The big issue that founders should be concerned with in a down round financing is share dilution, because the design and effect of an anti-dilution clause is to protect your investors (holders of preferred equity) from a dilution of there shares, (which would be the effect of a down round), by issuing them additional shares in your company.

How much shares are we talking about? This depends largely on the type of anti-dilution clause you signed up to.

A typical Series A broad-based weighted average formula will look something like this:

“In the event that the Company issues additional securities at a purchase price less than the current Series A Preferred conversion price, such conversion price shall be adjusted in accordance with the following formula:

CP2 = CP1 * (A+B) / (A+C)

Where: 

CP2     =        Series A Conversion Price in effect immediately after new issue

CP1 =  Series A Conversion Price in effect immediately prior to new issue

A      =  Number of shares of Common Stock deemed to be outstanding immediately prior to new issue (includes all shares of outstanding common stock, all shares of outstanding preferred stock on an as-converted basis, and all outstanding options on an as-exercised basis; and does not include any convertible securities converting into this round of financing)[1]

B      =  Aggregate consideration received by the Company with respect to the new issue divided by CP1

C      =  Number of shares of stock issued in the subject transaction”

With the weighted average price formula, you are simply trying to get to a conversion price that is a function of how the company's capitalisation ( item A, in the formula above) is defined.

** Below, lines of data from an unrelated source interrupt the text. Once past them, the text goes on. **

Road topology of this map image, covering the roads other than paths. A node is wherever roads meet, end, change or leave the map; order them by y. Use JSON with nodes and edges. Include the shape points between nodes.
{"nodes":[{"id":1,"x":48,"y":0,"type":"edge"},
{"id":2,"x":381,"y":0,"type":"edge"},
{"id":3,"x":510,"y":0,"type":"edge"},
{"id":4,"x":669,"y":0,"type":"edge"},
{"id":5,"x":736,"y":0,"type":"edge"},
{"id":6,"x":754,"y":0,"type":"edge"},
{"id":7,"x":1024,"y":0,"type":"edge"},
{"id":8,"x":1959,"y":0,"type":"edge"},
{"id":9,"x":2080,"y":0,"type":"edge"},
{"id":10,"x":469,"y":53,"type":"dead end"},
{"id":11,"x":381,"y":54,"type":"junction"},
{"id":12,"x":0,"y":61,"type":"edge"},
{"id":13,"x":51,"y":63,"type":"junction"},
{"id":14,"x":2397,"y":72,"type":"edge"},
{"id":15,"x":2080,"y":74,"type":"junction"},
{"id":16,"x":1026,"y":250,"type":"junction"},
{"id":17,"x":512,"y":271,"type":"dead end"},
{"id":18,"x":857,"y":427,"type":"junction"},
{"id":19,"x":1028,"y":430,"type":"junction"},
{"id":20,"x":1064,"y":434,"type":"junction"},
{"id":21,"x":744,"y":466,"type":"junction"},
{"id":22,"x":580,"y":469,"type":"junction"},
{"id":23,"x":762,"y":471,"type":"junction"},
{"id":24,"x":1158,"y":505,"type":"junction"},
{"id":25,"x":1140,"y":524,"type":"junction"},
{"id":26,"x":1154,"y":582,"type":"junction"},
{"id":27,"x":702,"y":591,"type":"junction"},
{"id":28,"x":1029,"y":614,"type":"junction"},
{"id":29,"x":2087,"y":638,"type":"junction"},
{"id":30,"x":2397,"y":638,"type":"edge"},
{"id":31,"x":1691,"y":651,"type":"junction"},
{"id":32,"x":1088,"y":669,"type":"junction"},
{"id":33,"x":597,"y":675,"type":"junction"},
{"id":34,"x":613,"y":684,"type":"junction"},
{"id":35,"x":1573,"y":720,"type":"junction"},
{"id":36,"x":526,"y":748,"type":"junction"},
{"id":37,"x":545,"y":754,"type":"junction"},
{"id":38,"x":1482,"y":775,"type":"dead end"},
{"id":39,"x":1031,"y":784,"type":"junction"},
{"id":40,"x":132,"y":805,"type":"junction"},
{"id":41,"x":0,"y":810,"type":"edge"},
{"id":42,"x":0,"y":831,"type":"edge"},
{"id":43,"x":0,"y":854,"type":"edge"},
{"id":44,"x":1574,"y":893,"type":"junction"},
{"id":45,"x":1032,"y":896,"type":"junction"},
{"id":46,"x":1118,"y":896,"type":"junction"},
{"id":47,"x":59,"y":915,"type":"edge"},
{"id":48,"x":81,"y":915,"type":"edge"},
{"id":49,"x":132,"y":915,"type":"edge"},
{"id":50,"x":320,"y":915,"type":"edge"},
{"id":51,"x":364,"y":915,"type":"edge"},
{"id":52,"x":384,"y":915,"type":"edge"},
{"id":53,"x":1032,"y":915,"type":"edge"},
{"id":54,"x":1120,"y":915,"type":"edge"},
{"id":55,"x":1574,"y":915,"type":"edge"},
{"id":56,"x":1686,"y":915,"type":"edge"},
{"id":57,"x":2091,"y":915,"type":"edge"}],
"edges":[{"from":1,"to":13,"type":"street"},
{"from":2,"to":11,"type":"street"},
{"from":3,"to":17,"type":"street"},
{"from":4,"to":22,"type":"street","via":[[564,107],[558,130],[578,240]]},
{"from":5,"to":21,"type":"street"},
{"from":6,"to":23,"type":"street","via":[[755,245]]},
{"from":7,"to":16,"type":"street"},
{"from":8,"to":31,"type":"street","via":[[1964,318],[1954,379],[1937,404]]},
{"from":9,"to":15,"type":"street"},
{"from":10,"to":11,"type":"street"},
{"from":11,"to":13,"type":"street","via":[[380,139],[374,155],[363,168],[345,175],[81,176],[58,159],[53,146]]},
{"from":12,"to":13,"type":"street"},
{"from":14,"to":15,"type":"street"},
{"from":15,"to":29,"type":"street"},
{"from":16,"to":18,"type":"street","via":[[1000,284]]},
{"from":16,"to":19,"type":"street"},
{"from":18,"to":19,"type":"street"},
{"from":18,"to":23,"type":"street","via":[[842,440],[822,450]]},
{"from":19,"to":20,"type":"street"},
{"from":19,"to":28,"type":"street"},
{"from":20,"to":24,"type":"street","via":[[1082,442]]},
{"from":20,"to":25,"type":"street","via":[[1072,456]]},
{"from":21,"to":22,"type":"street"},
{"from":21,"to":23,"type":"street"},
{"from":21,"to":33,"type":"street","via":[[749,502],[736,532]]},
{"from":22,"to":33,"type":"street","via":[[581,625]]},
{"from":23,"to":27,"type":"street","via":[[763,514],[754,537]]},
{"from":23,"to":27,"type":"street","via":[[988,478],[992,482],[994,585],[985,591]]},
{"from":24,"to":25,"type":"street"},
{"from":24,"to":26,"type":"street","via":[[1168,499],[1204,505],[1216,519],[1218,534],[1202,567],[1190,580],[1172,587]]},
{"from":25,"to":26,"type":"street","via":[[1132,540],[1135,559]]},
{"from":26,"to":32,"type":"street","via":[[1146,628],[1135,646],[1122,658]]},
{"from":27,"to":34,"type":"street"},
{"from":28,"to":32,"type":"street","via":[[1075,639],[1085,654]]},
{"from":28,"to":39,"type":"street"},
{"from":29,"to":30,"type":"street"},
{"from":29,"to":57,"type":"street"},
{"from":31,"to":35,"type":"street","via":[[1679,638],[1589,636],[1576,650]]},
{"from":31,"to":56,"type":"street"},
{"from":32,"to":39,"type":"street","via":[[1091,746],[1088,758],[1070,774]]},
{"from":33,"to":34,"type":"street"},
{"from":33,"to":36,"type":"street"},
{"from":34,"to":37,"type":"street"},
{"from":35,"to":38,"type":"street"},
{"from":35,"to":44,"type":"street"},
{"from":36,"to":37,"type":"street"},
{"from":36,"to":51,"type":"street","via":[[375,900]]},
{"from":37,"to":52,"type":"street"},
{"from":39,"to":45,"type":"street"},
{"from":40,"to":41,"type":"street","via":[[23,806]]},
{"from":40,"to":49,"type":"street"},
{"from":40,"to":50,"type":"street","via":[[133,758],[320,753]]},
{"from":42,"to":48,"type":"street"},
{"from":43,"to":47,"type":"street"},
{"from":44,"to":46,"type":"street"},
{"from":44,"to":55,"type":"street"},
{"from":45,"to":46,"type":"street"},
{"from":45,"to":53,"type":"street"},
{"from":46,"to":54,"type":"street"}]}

If the company's capitalization is defined more broadly, as to be fully-diluted and covering all shares that are already subject to issuance, you are signing up to a broad based weighted average formula.  With a narrowed-based weighted formula, the definition of capitalization is narrower as it does not include “reserved but unissued” shares in your company, resulting in a higher conversion price and less dilution.

With a full ratchet anti-dilution clause, your investors will have the right to convert their preferred stock into a number of shares of common stock that is equal to the amount invested by investors divided by the price per share in the current down round. If, for instance, I invested $10,000 for 1000 shares in your company at $10 per share, I would be entitled to additional 2000 shares of common stock in a down round financing

Its not unusual for the shareholding of founders to be reduced significantly in a down round. More than any other round of financing, you are going to need the support of an experienced venture capital firm, to help with negotiating the economic and governance structure of a down round financing, which is often tightly skewed towards preserving the value of the new money.

The content of this article is intended to provide a general guide to the subject matter. Specialist advice should be sought about your specific circumstances.